## EXERCISE AIM:
Every line with the word "улица" in it should be extracted from the data that follows.

## RECORDS SUPPLIED:
========

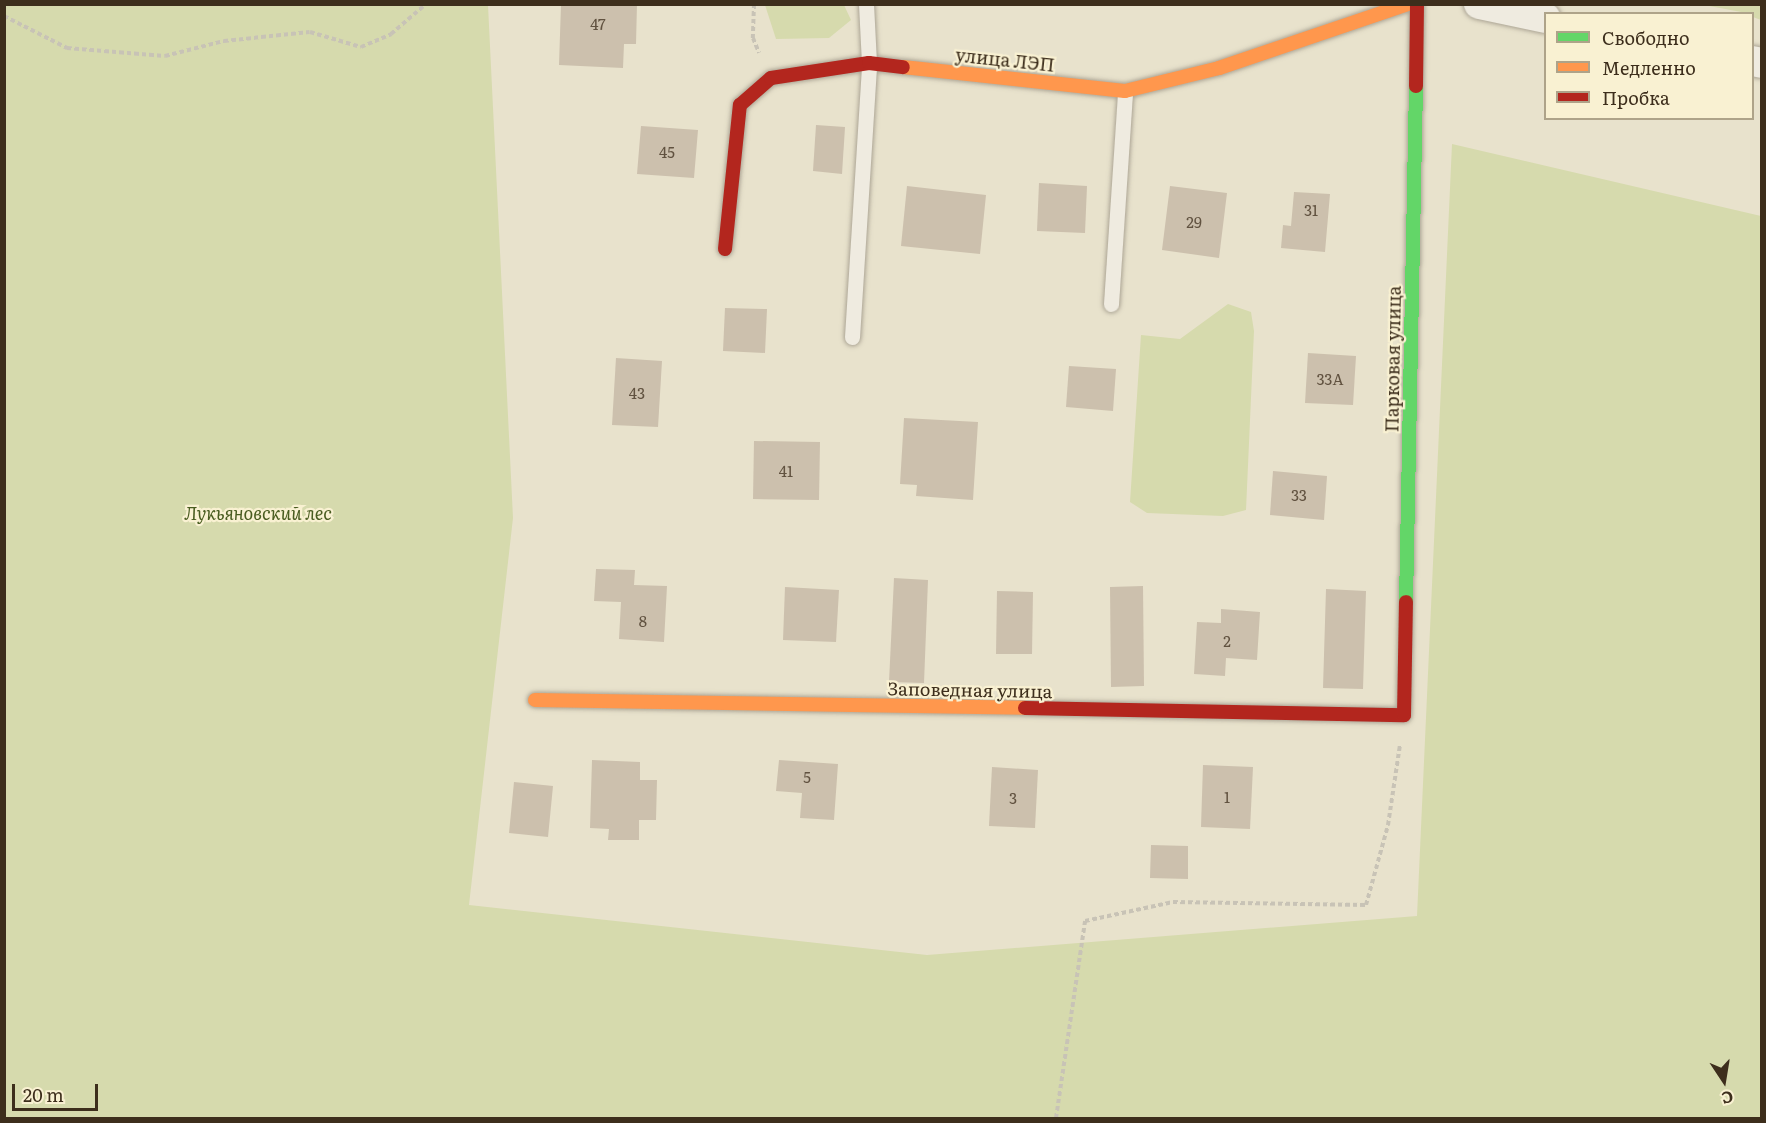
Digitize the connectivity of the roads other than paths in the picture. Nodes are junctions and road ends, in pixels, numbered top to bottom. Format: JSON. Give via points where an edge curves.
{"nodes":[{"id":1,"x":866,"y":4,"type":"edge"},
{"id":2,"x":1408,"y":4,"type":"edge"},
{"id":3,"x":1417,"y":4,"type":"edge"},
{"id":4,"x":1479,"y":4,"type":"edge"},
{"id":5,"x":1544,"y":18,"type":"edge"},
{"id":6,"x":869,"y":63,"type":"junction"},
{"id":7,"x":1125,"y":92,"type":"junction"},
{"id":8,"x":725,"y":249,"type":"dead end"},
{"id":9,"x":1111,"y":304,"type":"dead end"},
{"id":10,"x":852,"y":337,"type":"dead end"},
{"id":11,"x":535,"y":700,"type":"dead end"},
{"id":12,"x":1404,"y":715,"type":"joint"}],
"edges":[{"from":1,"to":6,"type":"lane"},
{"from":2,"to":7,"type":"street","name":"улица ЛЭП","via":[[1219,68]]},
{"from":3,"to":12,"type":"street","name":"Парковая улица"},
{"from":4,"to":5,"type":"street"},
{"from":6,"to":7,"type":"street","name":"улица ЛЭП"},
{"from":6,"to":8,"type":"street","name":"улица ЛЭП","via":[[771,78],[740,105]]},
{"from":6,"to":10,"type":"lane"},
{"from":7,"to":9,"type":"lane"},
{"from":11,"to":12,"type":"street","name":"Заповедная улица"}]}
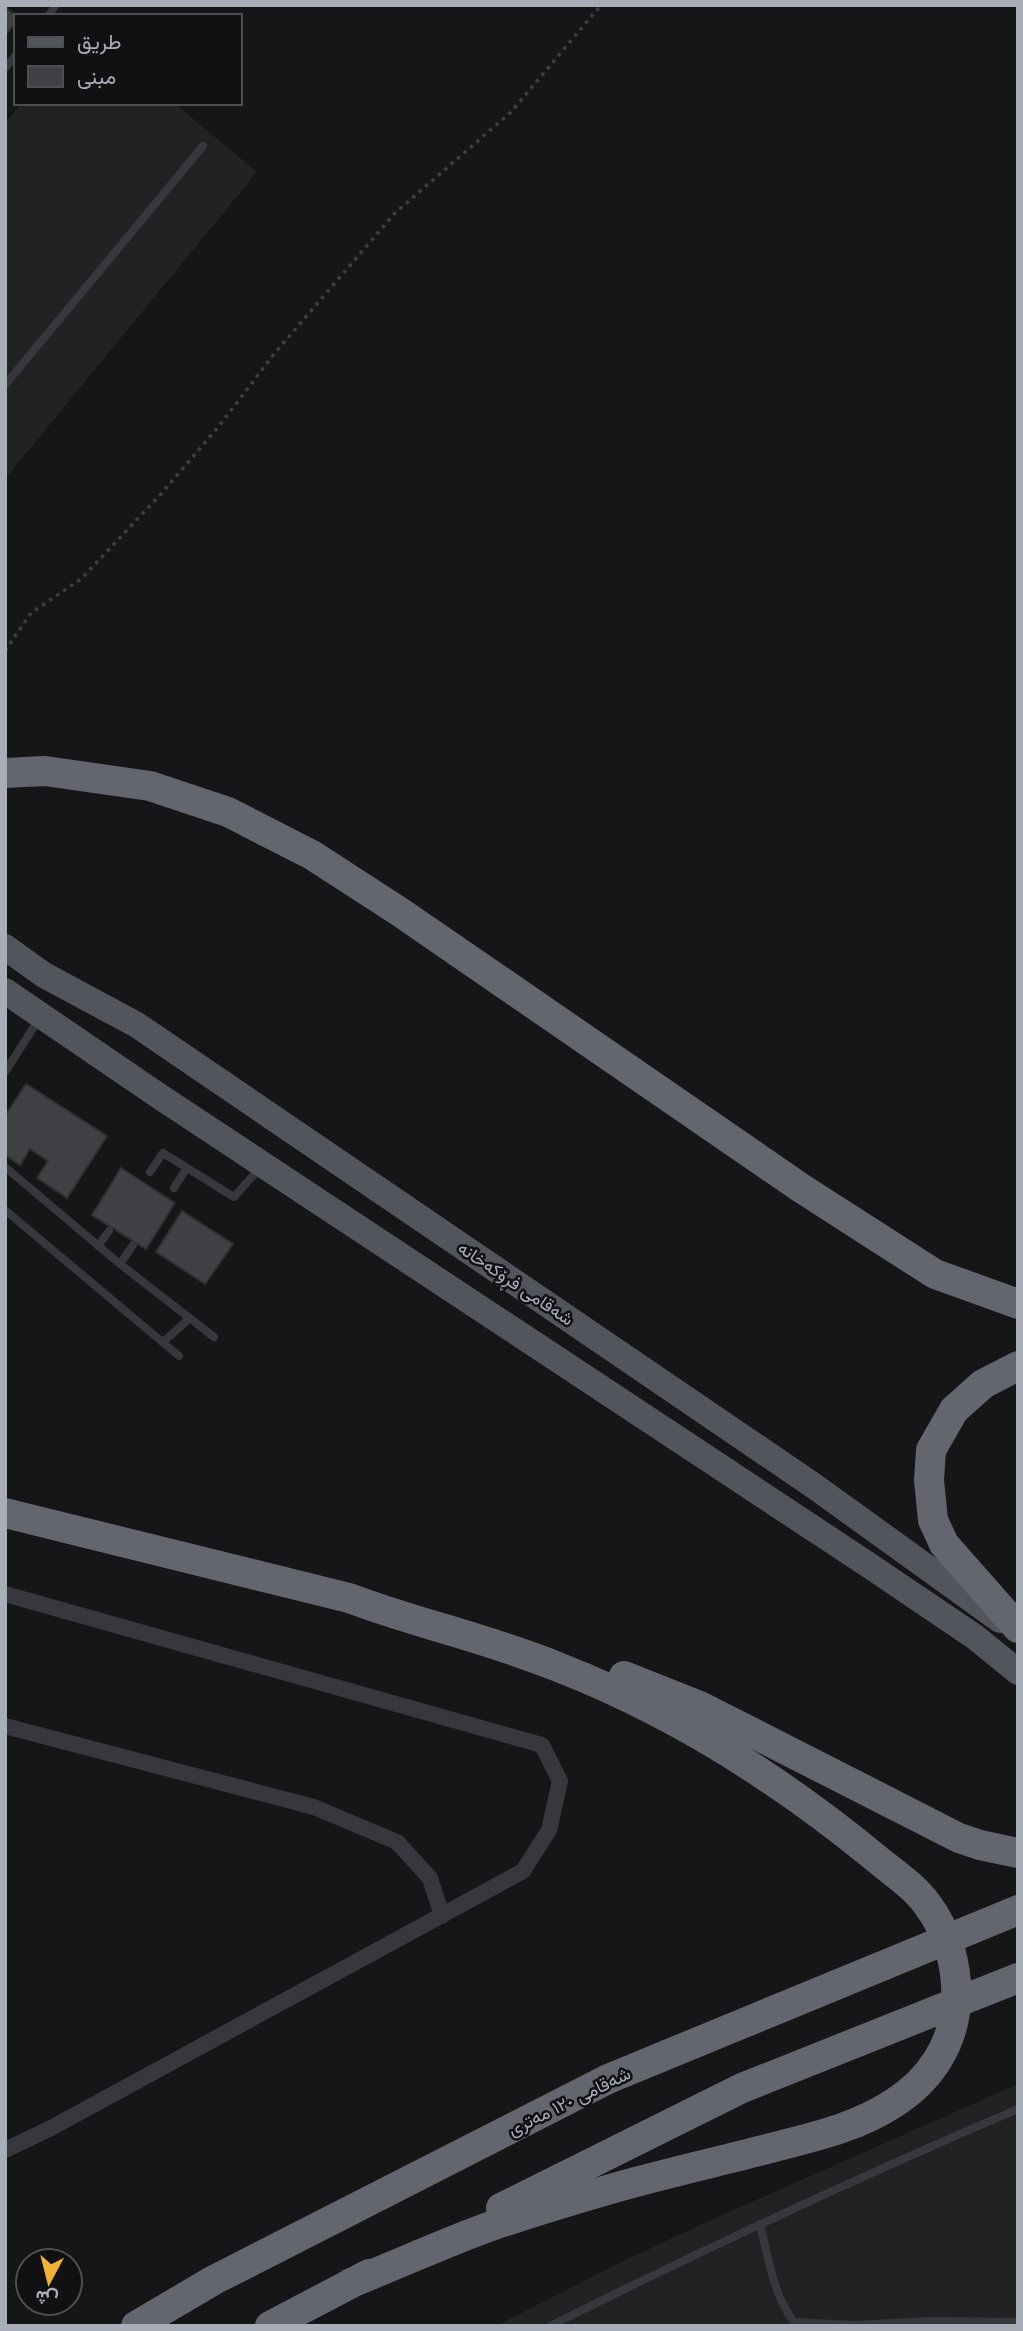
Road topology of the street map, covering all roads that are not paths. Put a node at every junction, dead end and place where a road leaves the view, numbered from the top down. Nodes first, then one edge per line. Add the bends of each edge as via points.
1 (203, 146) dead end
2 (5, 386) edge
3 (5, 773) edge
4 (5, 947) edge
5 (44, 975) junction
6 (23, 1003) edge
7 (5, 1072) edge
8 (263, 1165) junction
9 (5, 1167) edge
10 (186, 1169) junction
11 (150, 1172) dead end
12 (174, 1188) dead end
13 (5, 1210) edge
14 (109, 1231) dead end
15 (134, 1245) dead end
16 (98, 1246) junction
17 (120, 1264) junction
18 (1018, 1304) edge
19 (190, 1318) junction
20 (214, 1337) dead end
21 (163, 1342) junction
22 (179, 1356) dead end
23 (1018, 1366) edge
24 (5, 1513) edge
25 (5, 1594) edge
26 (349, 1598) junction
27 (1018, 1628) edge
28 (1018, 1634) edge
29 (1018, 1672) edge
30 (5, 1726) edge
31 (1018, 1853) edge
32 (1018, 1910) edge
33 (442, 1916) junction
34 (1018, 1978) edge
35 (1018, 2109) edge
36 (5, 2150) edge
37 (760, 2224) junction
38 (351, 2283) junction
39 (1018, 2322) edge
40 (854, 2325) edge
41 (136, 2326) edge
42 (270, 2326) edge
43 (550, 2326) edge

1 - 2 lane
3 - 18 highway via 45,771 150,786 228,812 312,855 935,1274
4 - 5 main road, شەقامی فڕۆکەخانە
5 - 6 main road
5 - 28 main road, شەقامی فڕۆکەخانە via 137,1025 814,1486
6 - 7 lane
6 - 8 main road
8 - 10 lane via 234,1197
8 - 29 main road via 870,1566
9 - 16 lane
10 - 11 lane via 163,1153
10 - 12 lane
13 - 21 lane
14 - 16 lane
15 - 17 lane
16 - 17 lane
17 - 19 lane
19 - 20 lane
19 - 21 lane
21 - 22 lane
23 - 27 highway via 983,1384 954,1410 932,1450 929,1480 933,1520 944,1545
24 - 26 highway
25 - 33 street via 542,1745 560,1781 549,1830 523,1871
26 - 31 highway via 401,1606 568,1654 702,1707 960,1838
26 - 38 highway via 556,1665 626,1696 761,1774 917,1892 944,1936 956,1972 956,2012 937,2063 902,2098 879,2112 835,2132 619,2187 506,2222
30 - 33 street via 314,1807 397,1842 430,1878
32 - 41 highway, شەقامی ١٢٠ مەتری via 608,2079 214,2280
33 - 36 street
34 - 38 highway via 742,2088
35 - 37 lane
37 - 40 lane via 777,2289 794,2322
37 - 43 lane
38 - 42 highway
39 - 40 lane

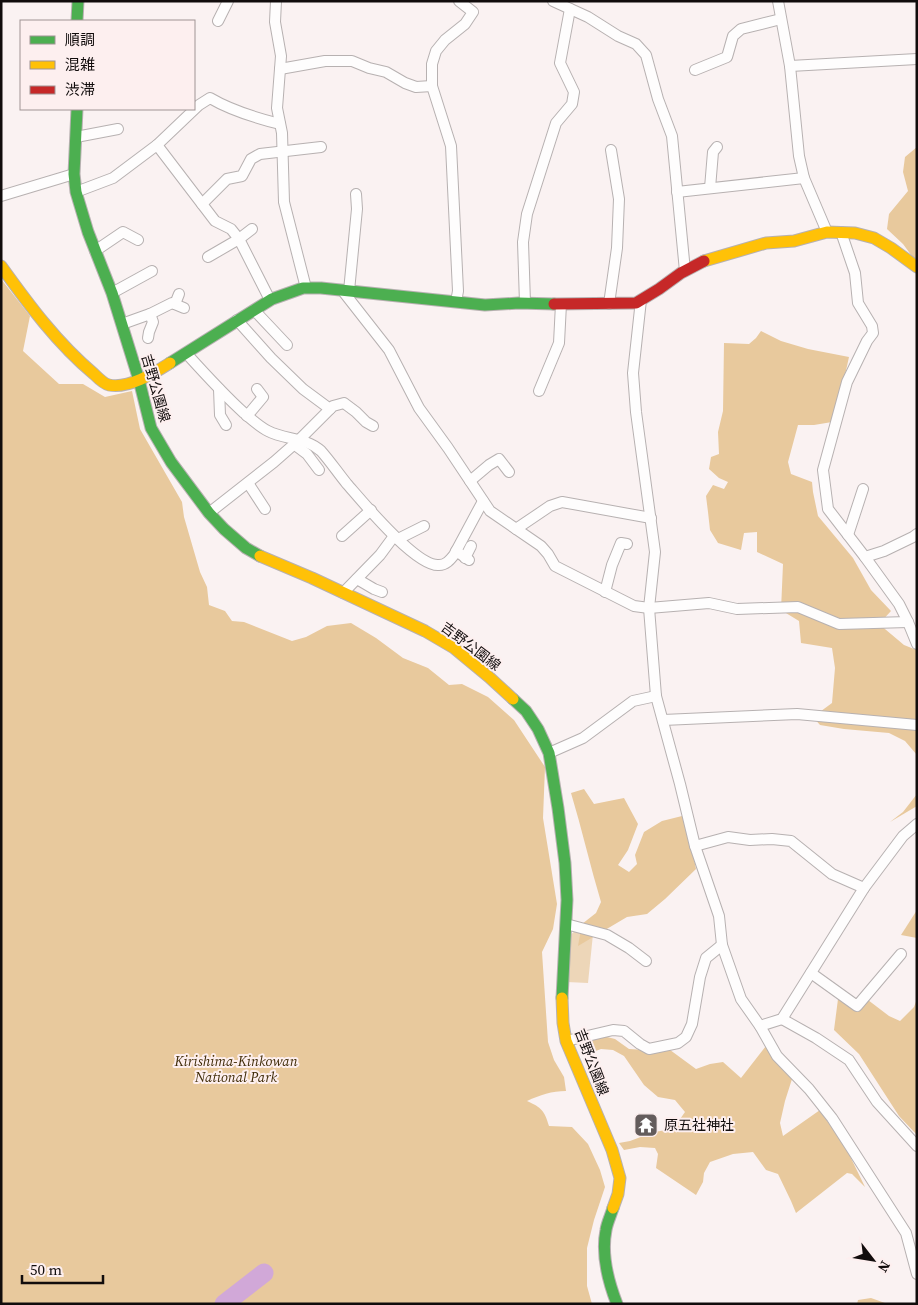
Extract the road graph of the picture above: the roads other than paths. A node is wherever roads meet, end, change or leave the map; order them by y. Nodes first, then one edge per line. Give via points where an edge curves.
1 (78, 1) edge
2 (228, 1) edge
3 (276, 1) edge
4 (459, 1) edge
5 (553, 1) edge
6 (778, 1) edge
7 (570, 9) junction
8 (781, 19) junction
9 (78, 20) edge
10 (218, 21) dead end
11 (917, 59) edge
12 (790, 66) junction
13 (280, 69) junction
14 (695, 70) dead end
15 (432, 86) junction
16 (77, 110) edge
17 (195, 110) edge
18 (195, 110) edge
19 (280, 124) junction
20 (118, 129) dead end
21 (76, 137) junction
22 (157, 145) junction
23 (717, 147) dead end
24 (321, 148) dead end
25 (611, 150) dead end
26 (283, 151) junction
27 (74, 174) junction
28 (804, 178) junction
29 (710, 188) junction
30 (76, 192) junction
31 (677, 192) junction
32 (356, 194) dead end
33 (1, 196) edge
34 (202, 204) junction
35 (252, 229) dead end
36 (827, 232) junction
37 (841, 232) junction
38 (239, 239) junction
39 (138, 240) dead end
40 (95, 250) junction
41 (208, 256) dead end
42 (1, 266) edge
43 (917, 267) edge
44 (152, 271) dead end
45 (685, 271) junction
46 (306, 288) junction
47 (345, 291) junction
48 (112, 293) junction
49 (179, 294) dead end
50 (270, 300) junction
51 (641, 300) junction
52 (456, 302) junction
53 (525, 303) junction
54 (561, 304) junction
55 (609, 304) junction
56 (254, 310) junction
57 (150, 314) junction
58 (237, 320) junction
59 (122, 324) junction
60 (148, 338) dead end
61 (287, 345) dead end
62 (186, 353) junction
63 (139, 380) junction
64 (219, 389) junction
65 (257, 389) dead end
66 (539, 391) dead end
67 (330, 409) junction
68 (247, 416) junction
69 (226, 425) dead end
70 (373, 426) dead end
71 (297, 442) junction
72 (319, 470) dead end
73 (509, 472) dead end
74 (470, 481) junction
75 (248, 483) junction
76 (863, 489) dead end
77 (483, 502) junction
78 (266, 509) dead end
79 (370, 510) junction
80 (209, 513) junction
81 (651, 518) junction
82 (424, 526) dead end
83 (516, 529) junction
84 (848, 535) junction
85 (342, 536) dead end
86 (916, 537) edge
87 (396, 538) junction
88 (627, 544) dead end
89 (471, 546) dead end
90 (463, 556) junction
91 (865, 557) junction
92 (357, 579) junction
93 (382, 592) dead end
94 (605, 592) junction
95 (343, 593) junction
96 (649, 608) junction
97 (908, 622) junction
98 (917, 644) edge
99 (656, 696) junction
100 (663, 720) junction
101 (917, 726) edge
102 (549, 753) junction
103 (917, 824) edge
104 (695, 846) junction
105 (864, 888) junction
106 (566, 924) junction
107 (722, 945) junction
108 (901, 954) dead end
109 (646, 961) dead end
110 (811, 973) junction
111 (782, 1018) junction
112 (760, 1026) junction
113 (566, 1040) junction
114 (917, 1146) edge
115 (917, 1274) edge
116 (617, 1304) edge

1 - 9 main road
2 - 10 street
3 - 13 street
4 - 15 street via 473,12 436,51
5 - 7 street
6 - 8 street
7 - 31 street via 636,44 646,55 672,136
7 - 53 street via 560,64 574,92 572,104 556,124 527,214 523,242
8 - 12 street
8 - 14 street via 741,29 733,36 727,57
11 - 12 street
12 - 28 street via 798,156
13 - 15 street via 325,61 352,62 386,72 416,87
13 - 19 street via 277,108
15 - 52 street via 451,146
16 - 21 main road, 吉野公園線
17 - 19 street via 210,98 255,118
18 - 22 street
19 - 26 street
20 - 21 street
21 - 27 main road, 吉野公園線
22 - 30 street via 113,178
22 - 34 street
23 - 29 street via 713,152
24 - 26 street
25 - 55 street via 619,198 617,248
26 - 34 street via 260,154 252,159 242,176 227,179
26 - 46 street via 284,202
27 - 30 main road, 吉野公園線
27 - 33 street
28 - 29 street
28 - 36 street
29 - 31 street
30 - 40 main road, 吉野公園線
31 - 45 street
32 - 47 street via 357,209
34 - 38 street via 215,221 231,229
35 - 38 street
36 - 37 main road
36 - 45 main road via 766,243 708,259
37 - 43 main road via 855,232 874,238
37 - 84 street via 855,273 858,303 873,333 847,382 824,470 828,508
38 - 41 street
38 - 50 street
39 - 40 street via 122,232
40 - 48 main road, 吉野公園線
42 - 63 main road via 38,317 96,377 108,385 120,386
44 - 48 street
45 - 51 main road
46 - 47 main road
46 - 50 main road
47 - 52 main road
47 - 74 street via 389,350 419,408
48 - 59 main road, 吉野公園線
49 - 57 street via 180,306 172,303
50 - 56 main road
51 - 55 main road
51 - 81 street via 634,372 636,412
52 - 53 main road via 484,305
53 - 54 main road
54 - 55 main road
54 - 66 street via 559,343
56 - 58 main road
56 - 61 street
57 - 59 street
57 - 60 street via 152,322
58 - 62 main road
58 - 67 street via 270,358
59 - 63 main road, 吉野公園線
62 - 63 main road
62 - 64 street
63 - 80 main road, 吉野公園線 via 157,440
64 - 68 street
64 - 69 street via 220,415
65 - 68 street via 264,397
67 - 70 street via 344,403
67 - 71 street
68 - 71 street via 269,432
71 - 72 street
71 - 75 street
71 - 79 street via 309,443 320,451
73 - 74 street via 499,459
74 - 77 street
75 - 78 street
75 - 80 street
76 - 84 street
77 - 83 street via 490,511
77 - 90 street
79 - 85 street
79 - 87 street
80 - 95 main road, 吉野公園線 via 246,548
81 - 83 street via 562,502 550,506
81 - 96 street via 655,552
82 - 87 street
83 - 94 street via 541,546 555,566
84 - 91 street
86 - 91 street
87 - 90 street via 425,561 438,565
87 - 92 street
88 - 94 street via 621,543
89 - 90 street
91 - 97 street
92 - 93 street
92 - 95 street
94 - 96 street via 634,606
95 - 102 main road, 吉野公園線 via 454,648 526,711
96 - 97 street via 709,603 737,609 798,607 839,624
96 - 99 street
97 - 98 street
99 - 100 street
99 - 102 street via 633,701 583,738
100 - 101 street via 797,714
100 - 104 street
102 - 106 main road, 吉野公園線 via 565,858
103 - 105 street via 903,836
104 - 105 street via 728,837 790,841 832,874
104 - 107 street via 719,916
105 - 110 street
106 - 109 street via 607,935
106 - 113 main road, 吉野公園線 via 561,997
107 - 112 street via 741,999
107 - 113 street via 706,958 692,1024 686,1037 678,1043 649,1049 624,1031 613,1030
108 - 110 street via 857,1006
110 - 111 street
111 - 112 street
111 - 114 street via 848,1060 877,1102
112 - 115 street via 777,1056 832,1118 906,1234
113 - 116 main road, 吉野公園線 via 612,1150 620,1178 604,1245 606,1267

========

## EXERCISE ANSWER:
{"from":2,"to":7,"type":"street","name":"улица ЛЭП","via":[[1219,68]]},
{"from":3,"to":12,"type":"street","name":"Парковая улица"},
{"from":6,"to":7,"type":"street","name":"улица ЛЭП"},
{"from":6,"to":8,"type":"street","name":"улица ЛЭП","via":[[771,78],[740,105]]},
{"from":11,"to":12,"type":"street","name":"Заповедная улица"}]}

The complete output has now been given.